So we use a Cisco DMVPN setup with 2 Hubs and multiple Spokes. We use OSPF for routing over the tunnels.
Currently, everything is working well. However, I notice that each Spoke is load-sharing traffic to the Hubs via both Hub routers.
There's a noticeable latency difference between both Hubs so I would not like to load-share traffic, rather have the spokes prefer one hub over the other. I tried setting OSPF costs on the Hub Tunnel interfaces, but it doesn't seem to change the cost for the routes received on the spokes.
What is the easiest way for me to use the Hubs as Primary/Secondary instead of load-sharing?
@ronit to make the DMVPN primary/secondary you can configure the tunnel interface on the spoke to maximum 1 connection. A tunnel will be established to the first hub, if that fails only then will the tunnel to the secondary hub be established.
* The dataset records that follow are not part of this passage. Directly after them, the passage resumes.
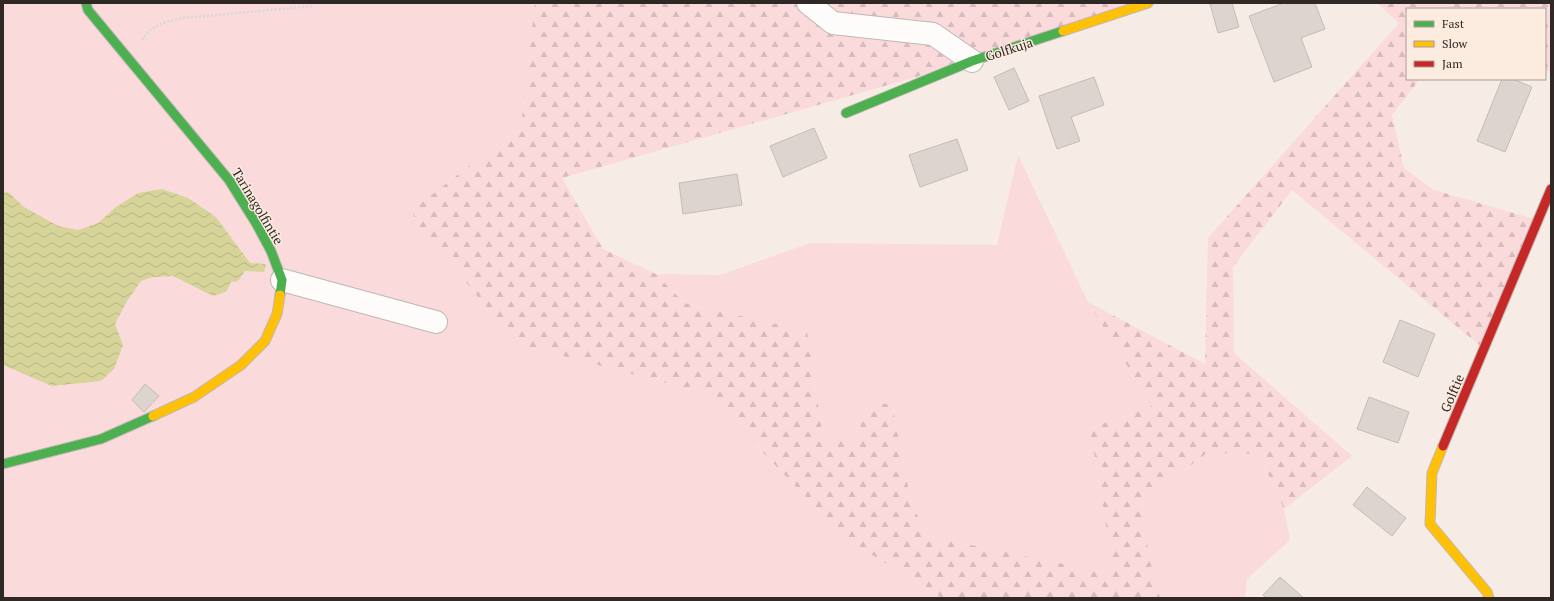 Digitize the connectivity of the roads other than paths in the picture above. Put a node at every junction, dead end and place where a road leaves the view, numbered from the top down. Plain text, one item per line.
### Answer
1 (86, 3) edge
2 (808, 3) edge
3 (1148, 3) edge
4 (972, 61) junction
5 (846, 112) dead end
6 (1551, 189) edge
7 (282, 280) junction
8 (436, 322) dead end
9 (3, 464) edge
10 (1489, 598) edge

1 - 7 street, Tarinagolfintie
2 - 4 street, Golfkuja
3 - 4 street, Golfkuja
4 - 5 street
6 - 10 street, Golftie
7 - 8 street
7 - 9 street, Tarinagolfintie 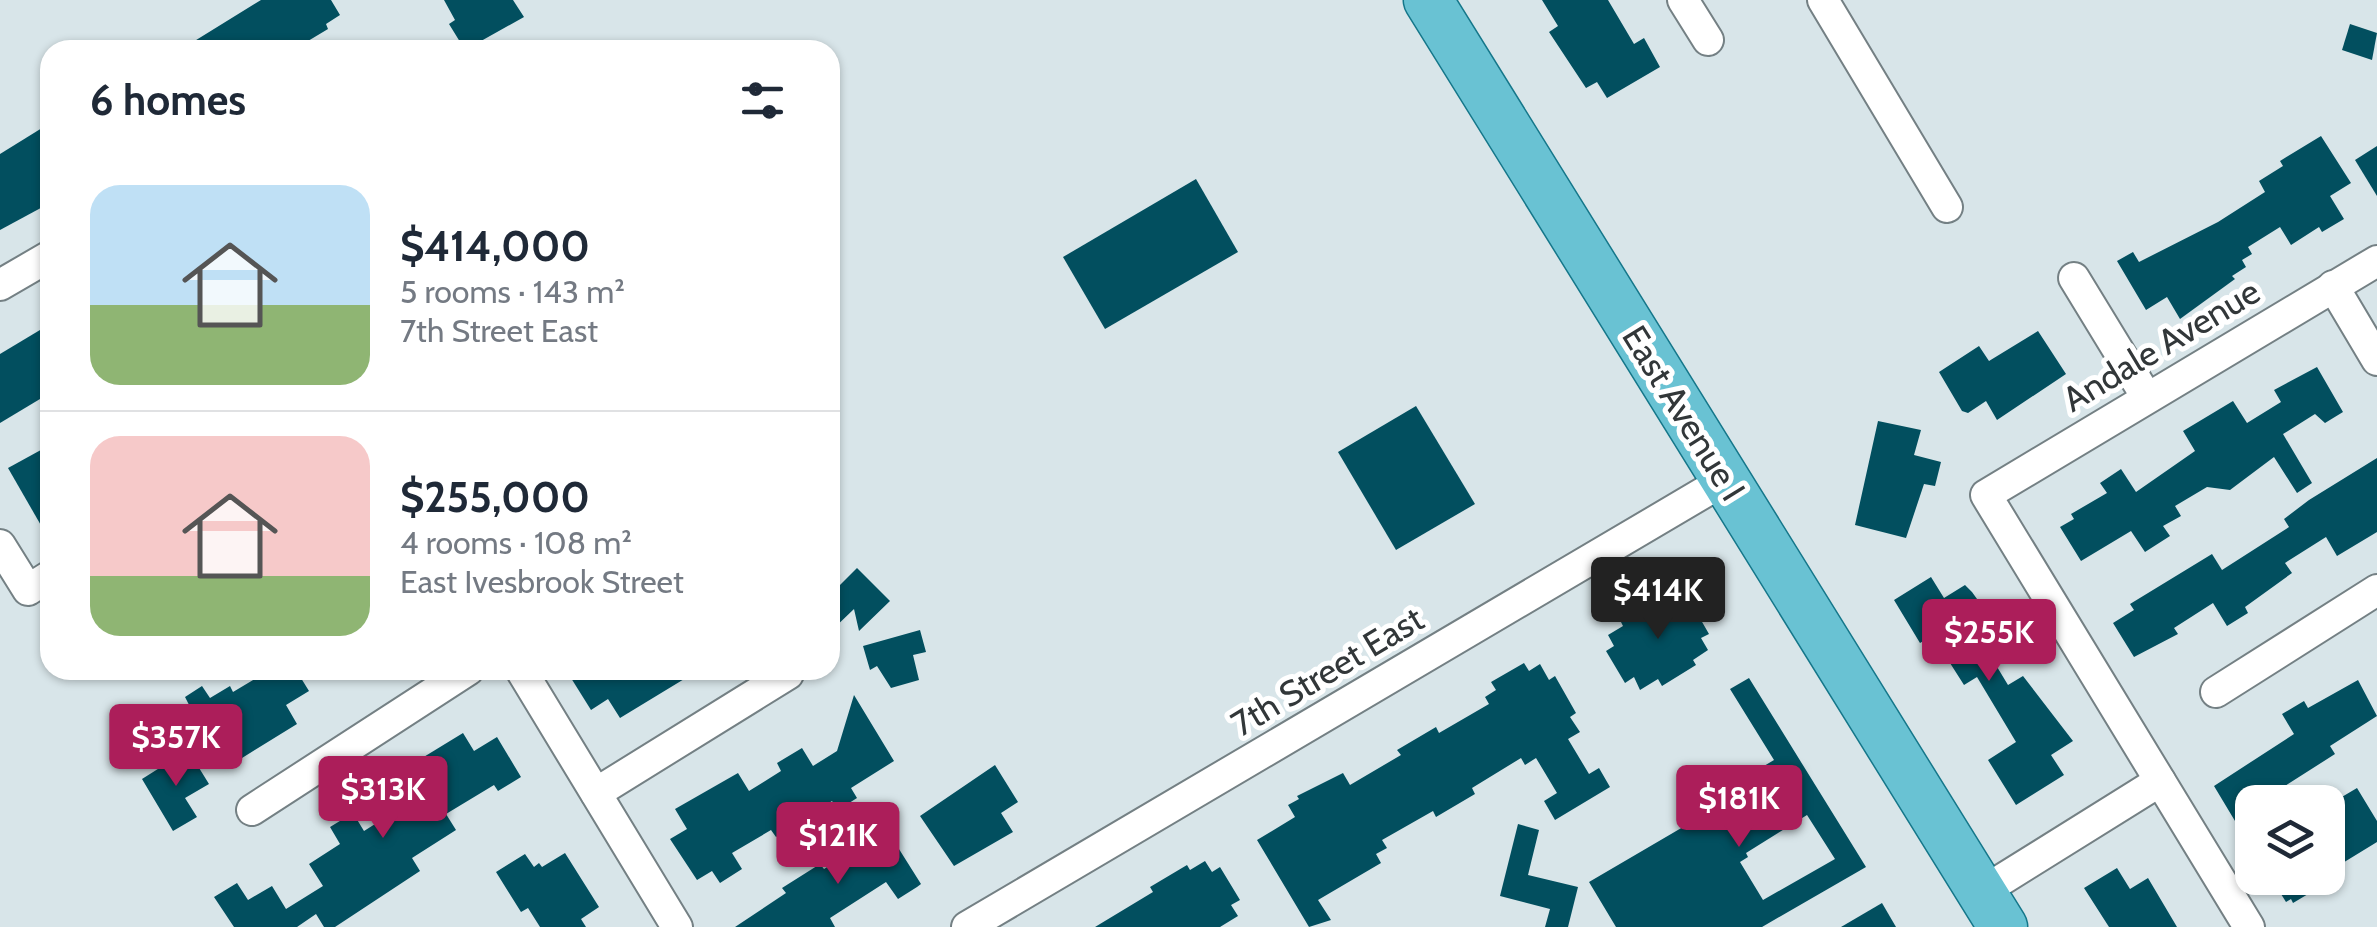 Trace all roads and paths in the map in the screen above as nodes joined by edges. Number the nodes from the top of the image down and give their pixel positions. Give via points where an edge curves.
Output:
1 (1428, 0) edge
2 (1684, 0) edge
3 (1823, 0) edge
4 (1708, 40) dead end
5 (1948, 207) dead end
6 (2377, 261) edge
7 (40, 262) edge
8 (2074, 278) dead end
9 (0, 285) edge
10 (2333, 286) junction
11 (2377, 360) edge
12 (2146, 396) junction
13 (1725, 480) junction
14 (0, 545) edge
15 (39, 583) edge
16 (2377, 590) edge
17 (453, 680) edge
18 (527, 680) edge
19 (778, 680) edge
20 (2216, 692) dead end
21 (2160, 781) junction
22 (596, 794) junction
23 (252, 810) dead end
24 (1992, 910) edge
25 (677, 927) edge
26 (967, 927) edge
27 (2249, 927) edge

1 - 13 main road, East Avenue I
2 - 4 street
3 - 5 street
6 - 10 street, Andale Avenue
7 - 9 street
8 - 12 street
10 - 11 street
10 - 12 street, Andale Avenue
12 - 21 street, Andale Avenue via 1986,496
13 - 24 main road, East Avenue I
13 - 26 street, 7th Street East
14 - 15 street
16 - 20 street
17 - 23 street
18 - 22 street
19 - 22 street
21 - 24 street
21 - 27 street
22 - 25 street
interface Tunnel0 ip nhrp nhs cluster 1 max-connections 1
Thanks, I was just testing this and it does seem to accomplish what I want, however, the failover seems to be very slow (around 25 seconds), I reduced the OSPF times to 1/3 seconds, but it still takes too long for the tunnel to be torn down and re-established.
Is there a way I can do this by influencing OSPF costs? I tried both bandwidth and cost on the tunnel interface and none of them seems to change the actual OSPF route metrics.
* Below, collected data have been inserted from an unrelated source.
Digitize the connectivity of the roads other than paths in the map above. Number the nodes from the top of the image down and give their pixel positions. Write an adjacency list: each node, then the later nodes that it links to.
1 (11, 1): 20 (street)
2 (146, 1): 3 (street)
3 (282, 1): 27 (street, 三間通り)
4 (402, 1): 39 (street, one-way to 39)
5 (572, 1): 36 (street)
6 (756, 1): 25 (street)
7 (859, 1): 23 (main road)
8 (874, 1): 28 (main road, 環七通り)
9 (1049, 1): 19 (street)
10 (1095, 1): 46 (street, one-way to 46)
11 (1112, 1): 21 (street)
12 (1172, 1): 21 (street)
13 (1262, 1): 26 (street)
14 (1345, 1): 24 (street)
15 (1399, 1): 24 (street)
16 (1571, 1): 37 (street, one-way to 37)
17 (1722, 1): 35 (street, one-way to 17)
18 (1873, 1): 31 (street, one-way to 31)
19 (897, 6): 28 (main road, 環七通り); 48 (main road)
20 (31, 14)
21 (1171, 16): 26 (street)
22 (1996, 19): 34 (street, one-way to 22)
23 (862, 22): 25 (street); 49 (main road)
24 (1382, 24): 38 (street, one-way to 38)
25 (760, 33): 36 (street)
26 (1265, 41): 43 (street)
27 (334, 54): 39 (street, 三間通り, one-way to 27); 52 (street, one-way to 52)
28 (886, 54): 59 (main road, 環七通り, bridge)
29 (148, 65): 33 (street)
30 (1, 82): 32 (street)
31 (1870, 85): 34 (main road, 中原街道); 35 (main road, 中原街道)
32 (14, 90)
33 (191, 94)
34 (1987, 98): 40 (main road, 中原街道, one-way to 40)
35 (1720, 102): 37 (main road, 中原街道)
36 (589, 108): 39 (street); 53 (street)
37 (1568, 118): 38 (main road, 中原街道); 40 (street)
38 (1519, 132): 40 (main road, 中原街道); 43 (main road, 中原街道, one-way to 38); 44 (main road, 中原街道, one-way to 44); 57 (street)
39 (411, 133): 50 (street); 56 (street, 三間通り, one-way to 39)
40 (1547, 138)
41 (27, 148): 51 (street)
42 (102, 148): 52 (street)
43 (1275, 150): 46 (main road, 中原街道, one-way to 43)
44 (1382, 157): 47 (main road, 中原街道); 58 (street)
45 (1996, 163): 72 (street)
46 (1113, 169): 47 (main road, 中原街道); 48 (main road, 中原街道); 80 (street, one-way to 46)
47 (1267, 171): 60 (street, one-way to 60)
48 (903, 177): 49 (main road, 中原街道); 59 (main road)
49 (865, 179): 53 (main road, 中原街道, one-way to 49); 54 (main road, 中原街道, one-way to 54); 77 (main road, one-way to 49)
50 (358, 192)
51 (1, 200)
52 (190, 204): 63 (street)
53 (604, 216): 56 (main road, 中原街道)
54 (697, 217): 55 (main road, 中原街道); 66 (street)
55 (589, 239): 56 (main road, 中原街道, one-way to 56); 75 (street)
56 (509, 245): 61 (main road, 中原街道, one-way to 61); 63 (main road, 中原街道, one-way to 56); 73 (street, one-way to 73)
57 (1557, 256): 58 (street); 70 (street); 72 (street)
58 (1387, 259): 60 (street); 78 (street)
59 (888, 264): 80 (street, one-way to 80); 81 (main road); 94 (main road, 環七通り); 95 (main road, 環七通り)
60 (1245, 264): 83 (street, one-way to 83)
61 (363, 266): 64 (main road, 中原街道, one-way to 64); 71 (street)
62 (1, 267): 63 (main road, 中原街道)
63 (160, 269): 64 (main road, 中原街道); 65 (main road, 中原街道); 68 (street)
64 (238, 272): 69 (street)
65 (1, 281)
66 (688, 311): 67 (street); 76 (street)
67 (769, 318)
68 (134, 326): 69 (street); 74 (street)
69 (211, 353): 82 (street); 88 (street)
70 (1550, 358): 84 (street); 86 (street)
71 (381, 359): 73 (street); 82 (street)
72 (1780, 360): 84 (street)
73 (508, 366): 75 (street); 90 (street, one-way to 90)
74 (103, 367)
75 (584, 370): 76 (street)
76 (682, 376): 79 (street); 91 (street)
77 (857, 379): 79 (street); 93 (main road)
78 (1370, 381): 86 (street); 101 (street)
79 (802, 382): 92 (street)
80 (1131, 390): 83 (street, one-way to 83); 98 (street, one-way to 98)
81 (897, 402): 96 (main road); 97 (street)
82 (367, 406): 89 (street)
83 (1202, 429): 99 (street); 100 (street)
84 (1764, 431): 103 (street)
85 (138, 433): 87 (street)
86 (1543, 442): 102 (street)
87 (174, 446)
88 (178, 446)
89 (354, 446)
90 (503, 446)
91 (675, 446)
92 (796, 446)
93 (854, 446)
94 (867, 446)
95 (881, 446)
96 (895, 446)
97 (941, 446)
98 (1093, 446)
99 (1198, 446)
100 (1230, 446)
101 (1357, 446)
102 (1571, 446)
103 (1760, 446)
@ronit depends on where (which interfaces on which device) you place the cost to influence the routing. Provide more information on your design.
If you want to investigate the max connection option, then this relies on the DPD keepalives (which you already have configured). The keeaplives will clear the IPSec SA once the primary tunnel is down. This will be slower than using routing to failover, as 10 seconds is the minimum keepalive timeout you can configure then you will either have get use to a 25-30 second outage during failover or provide more clarity around your design.
last timeout effect DMVPN failover
NHRP registrations are sent from NHCs to their configured NHSs every one-third of the NHRP holdtime (configured by the ip nhrp holdtime value command), unless the ip nhrp registration timeout value command is configured, in which case registrations are sent out according to the configured timeout value. If an NHRP registration reply is not received for an NHRP registration request, the NHRP registration request is retransmitted at timeouts of 1, 2, 4, 8, 16, 32, and 64 seconds, then the sequence starts over again at 1.
The NHS is declared down if an NHRP registration reply is not received after three retransmission (7 seconds), and an NHRP resolution packets will no longer be sent to or by way of that NHS. NHRP registrations will continue to be sent at 1-, 2-, 4-, 8-, 16-, 32-, and 64-second intervals, probing the NHS until an NHRP registration reply is received. As soon as an NHRP registration reply is received the NHS is immediately declared up, the NHRP registration requests revert to being sent every one-third of NHRP holdtime or the value configured in the ip nhrp registration timeoutcommand, and the NHS can again be sent NHRP resolution requests. The show ip nhrp nhs detail command can be used to check the state of the NHRP NHSs.